Potential artifacts produced with DADA2 wrapped in qiime2-2018.8 - need advice


(Jesse M) #1

Hi folks,

My name’s Jesse, and I’m working in Jed Fuhrman’s lab at USC. My colleague Yi-Chun (@LivYeh) and I have been developing a protocol for qiime2 for analyzing the mixed 16s/18s amplicons that are produced by the 515Y/926R primer pair. In case anyone’s interested, we’ve got a basic set of wrapper scripts for qiime2 and an associated protocol up online. This protocol includes a step that splits mixed amplicons into 18s and 16s pools using bbsplit.

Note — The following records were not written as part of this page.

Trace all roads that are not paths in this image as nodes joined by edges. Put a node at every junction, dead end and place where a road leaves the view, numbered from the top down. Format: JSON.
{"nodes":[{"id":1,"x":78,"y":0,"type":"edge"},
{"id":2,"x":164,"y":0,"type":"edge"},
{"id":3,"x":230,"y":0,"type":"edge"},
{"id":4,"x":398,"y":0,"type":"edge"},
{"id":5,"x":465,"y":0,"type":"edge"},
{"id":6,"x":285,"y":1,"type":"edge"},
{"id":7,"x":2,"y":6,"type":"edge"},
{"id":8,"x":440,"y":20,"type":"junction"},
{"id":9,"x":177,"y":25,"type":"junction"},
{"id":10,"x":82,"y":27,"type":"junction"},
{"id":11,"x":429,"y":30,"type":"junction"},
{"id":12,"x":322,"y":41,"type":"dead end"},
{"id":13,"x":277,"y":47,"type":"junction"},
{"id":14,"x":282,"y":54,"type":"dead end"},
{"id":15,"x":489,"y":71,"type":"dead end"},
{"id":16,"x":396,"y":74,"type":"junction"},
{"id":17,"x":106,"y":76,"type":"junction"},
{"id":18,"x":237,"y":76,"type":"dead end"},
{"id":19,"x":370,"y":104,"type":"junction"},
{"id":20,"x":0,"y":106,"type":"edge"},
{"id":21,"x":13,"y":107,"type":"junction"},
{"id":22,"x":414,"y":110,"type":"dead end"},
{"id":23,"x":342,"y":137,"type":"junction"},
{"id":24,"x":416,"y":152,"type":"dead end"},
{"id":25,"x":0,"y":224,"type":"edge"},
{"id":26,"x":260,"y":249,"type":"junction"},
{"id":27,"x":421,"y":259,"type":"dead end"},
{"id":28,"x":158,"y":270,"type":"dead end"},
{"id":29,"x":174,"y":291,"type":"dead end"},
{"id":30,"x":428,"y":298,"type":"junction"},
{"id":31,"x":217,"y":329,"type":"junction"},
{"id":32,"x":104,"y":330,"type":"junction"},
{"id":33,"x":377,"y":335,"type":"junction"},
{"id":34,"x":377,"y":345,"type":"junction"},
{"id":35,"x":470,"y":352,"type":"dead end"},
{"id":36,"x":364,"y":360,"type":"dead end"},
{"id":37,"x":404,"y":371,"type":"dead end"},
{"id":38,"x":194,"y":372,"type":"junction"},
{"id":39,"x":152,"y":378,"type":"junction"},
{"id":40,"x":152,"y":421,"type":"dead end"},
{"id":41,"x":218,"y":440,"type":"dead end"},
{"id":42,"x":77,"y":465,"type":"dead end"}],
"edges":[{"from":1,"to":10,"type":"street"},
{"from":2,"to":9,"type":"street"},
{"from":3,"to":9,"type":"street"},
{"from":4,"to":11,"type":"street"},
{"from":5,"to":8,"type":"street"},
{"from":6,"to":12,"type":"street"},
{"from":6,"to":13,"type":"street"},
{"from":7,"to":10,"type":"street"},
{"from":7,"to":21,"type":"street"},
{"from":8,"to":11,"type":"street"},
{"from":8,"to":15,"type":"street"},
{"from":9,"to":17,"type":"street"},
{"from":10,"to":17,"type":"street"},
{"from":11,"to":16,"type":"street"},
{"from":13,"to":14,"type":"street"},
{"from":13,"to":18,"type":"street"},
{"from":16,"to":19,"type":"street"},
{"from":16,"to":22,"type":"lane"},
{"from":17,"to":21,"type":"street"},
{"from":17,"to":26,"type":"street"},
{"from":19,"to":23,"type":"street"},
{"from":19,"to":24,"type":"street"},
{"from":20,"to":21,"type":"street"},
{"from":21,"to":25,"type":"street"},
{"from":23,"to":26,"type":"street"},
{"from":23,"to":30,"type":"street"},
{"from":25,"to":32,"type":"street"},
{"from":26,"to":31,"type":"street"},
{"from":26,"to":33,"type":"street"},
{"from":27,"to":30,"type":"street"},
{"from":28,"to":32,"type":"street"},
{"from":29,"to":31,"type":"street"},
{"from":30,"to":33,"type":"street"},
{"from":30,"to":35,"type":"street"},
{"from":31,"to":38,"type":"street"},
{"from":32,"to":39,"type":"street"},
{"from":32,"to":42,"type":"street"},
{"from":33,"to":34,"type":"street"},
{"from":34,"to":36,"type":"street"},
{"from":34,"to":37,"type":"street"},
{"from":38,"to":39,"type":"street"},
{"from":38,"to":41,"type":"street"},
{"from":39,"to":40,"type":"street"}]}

In any event, we have been testing the performance of deblur/DADA2 on our samples which include 16s and/or 18s mock communities (a recent paper shows a good example of why these are useful for sequencing QC). Because we know the exact sequences of these mocks, we can test the performance of the two different algorithms. In general, both resolve our mocks exactly, and we have found that DADA2 seems to do so while retaining a lot more of the data (which makes sense since it corrects reads, instead of discarding as Deblur does). So, we’re moving towards using DADA2 because it helps us keep more of the small but precious Eukaryotic fraction of our amplicons.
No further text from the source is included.